- Extracted information:
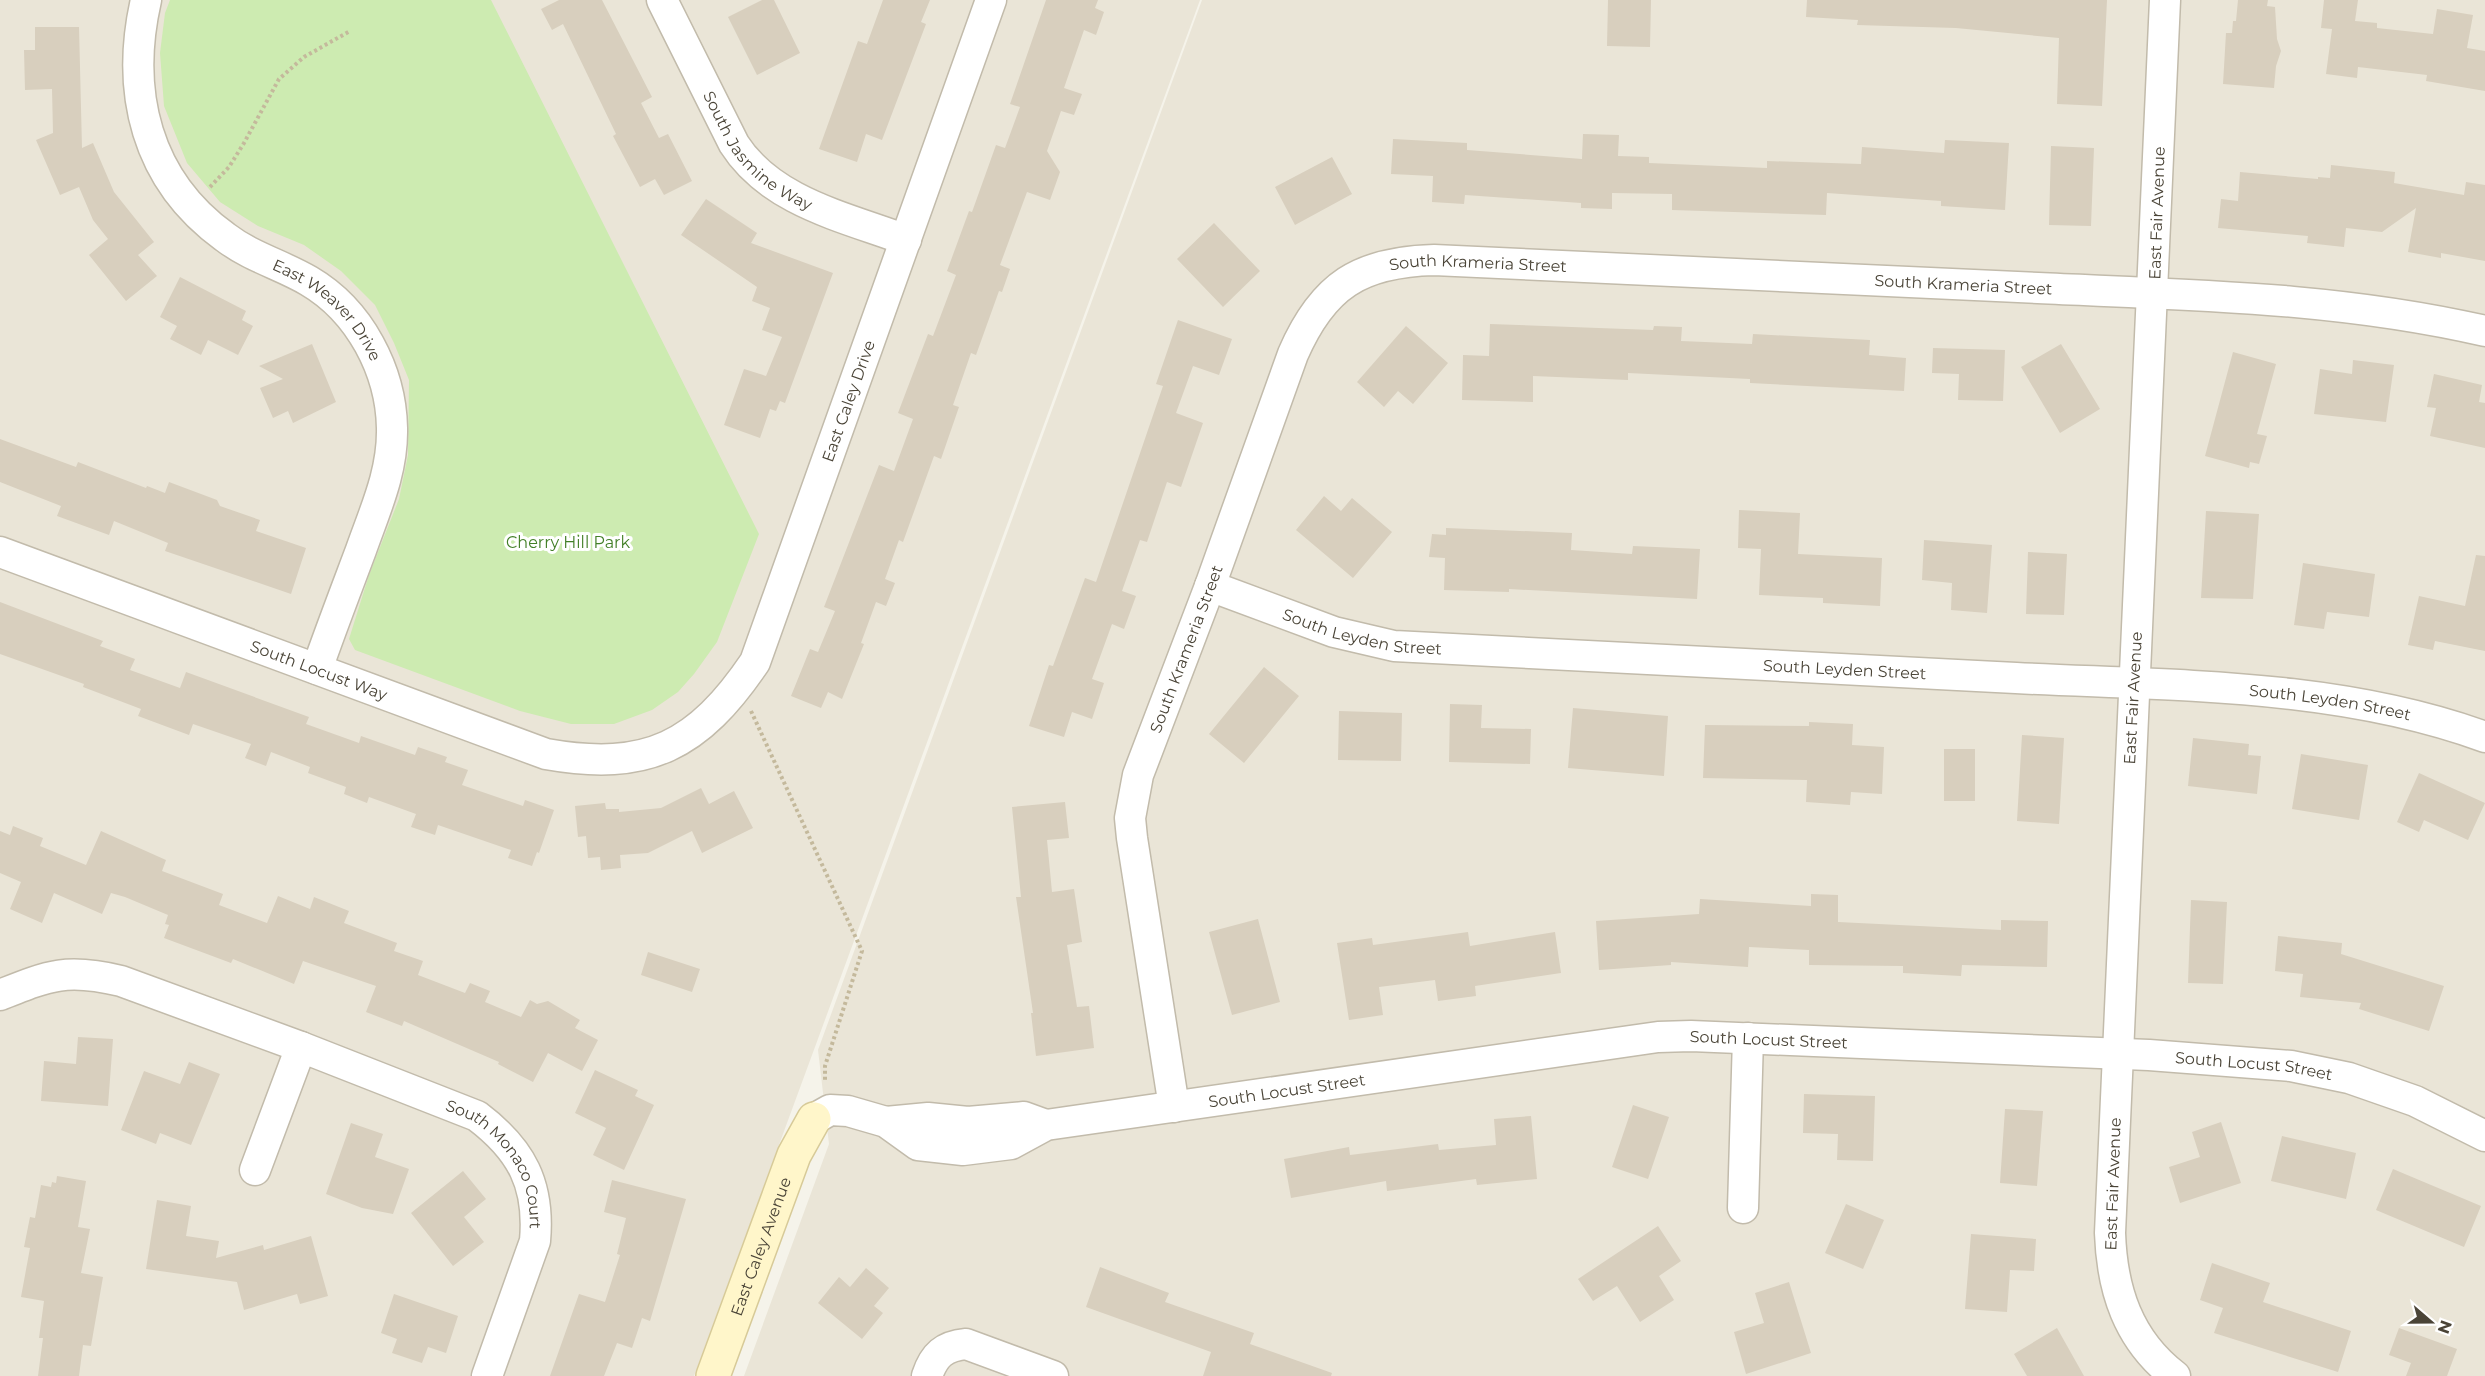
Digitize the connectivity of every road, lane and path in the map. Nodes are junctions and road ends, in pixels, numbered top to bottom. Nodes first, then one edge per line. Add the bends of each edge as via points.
1 (146, 0) edge
2 (662, 0) edge
3 (990, 0) edge
4 (2165, 0) edge
5 (350, 31) dead end
6 (189, 206) junction
7 (906, 240) junction
8 (2154, 292) junction
9 (2485, 331) edge
10 (0, 552) edge
11 (1210, 586) junction
12 (316, 669) junction
13 (2134, 683) junction
14 (739, 686) junction
15 (2485, 737) edge
16 (644, 754) joint
17 (0, 995) edge
18 (1748, 1038) junction
19 (302, 1047) junction
20 (2119, 1054) junction
21 (825, 1080) dead end
22 (1174, 1107) junction
23 (814, 1119) joint
24 (2485, 1136) edge
25 (255, 1170) dead end
26 (1743, 1208) dead end
27 (487, 1376) edge
28 (713, 1376) edge
29 (927, 1376) edge
30 (1053, 1376) edge
31 (2175, 1376) edge

1 - 6 street, East Weaver Drive via 138,34 142,113 155,153
2 - 7 street, South Jasmine Way via 734,144 761,177 789,196
3 - 7 street, East Caley Drive
4 - 8 street, East Fair Avenue
5 - 6 path via 304,57 279,79 229,167
6 - 12 street, East Weaver Drive via 226,238 327,294 361,330 382,368 390,396 392,429 387,479
7 - 14 street, East Caley Drive via 755,662
8 - 9 street, South Krameria Street via 2355,308
8 - 11 street, South Krameria Street via 1434,260 1390,263 1349,280 1305,326
8 - 13 street, East Fair Avenue
10 - 12 street, South Locust Way
11 - 13 street, South Leyden Street via 1334,632 1394,646
11 - 22 street, South Krameria Street via 1138,775 1130,818
12 - 16 street, South Locust Way via 546,754 604,762
13 - 15 street, South Leyden Street via 2349,703 2420,717
13 - 20 street, East Fair Avenue
14 - 16 street, East Caley Drive via 705,724 676,742
14 - 21 path via 862,951 825,1066
17 - 19 street, South Monaco Court via 47,976 90,974 121,981
18 - 20 street, South Locust Street
18 - 22 street, South Locust Street via 1658,1037
18 - 26 street
19 - 25 street
19 - 27 street, South Monaco Court via 477,1116 516,1153 535,1199 535,1241
20 - 24 street, South Locust Street via 2241,1060 2349,1078 2415,1101
20 - 31 street, East Fair Avenue via 2110,1233 2113,1272 2130,1323 2156,1359
22 - 23 street, South Locust Street via 1046,1125 1023,1117 886,1122 830,1110
23 - 28 street, East Caley Avenue via 801,1139
29 - 30 street via 939,1353 953,1345 966,1344

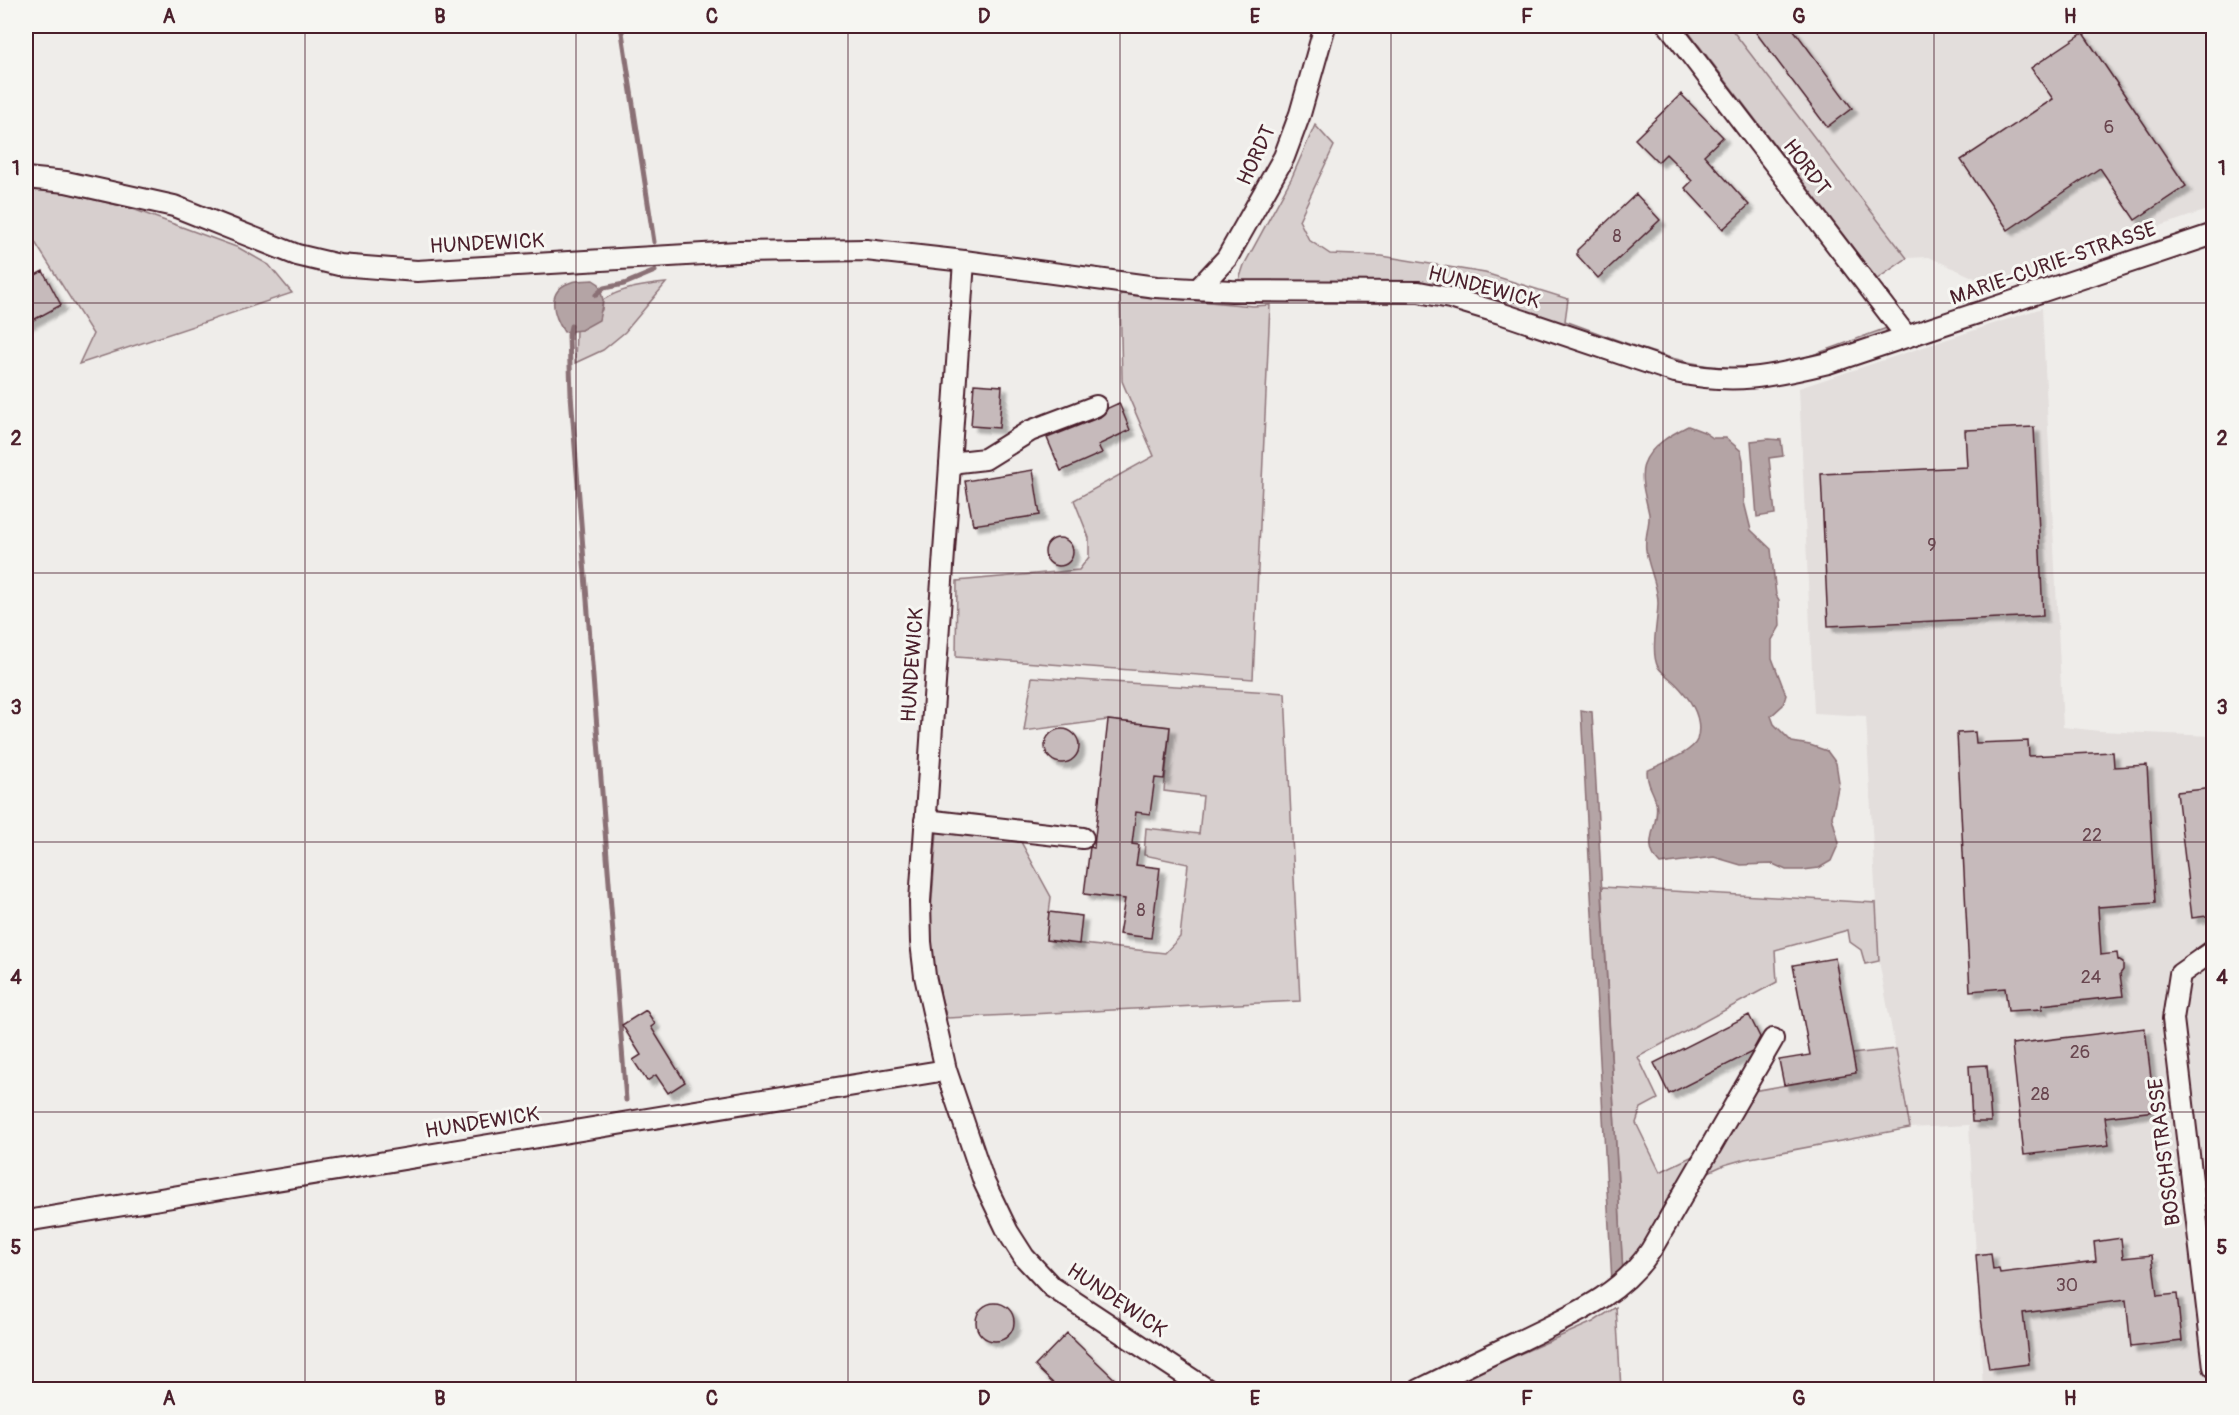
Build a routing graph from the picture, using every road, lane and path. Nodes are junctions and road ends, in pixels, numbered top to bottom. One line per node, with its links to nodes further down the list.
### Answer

- What you are asked to do: Through to the final line, copy the material above exactly and skip the images.

- Expected answer:
Digitize the connectivity of every road, lane and path in the map. Nodes are junctions and road ends, in pixels, numbered top to bottom. Nodes first, then one edge per line. Add the bends of each edge as via points.
1 (146, 0) edge
2 (662, 0) edge
3 (990, 0) edge
4 (2165, 0) edge
5 (350, 31) dead end
6 (189, 206) junction
7 (906, 240) junction
8 (2154, 292) junction
9 (2485, 331) edge
10 (0, 552) edge
11 (1210, 586) junction
12 (316, 669) junction
13 (2134, 683) junction
14 (739, 686) junction
15 (2485, 737) edge
16 (644, 754) joint
17 (0, 995) edge
18 (1748, 1038) junction
19 (302, 1047) junction
20 (2119, 1054) junction
21 (825, 1080) dead end
22 (1174, 1107) junction
23 (814, 1119) joint
24 (2485, 1136) edge
25 (255, 1170) dead end
26 (1743, 1208) dead end
27 (487, 1376) edge
28 (713, 1376) edge
29 (927, 1376) edge
30 (1053, 1376) edge
31 (2175, 1376) edge

1 - 6 street, East Weaver Drive via 138,34 142,113 155,153
2 - 7 street, South Jasmine Way via 734,144 761,177 789,196
3 - 7 street, East Caley Drive
4 - 8 street, East Fair Avenue
5 - 6 path via 304,57 279,79 229,167
6 - 12 street, East Weaver Drive via 226,238 327,294 361,330 382,368 390,396 392,429 387,479
7 - 14 street, East Caley Drive via 755,662
8 - 9 street, South Krameria Street via 2355,308
8 - 11 street, South Krameria Street via 1434,260 1390,263 1349,280 1305,326
8 - 13 street, East Fair Avenue
10 - 12 street, South Locust Way
11 - 13 street, South Leyden Street via 1334,632 1394,646
11 - 22 street, South Krameria Street via 1138,775 1130,818
12 - 16 street, South Locust Way via 546,754 604,762
13 - 15 street, South Leyden Street via 2349,703 2420,717
13 - 20 street, East Fair Avenue
14 - 16 street, East Caley Drive via 705,724 676,742
14 - 21 path via 862,951 825,1066
17 - 19 street, South Monaco Court via 47,976 90,974 121,981
18 - 20 street, South Locust Street
18 - 22 street, South Locust Street via 1658,1037
18 - 26 street
19 - 25 street
19 - 27 street, South Monaco Court via 477,1116 516,1153 535,1199 535,1241
20 - 24 street, South Locust Street via 2241,1060 2349,1078 2415,1101
20 - 31 street, East Fair Avenue via 2110,1233 2113,1272 2130,1323 2156,1359
22 - 23 street, South Locust Street via 1046,1125 1023,1117 886,1122 830,1110
23 - 28 street, East Caley Avenue via 801,1139
29 - 30 street via 939,1353 953,1345 966,1344

Build a routing graph from the picture, using every road, lane and path. Nodes are junctions and road ends, in pixels, numbered top to bottom. One line per node, with its links to nodes further down the list.
### Answer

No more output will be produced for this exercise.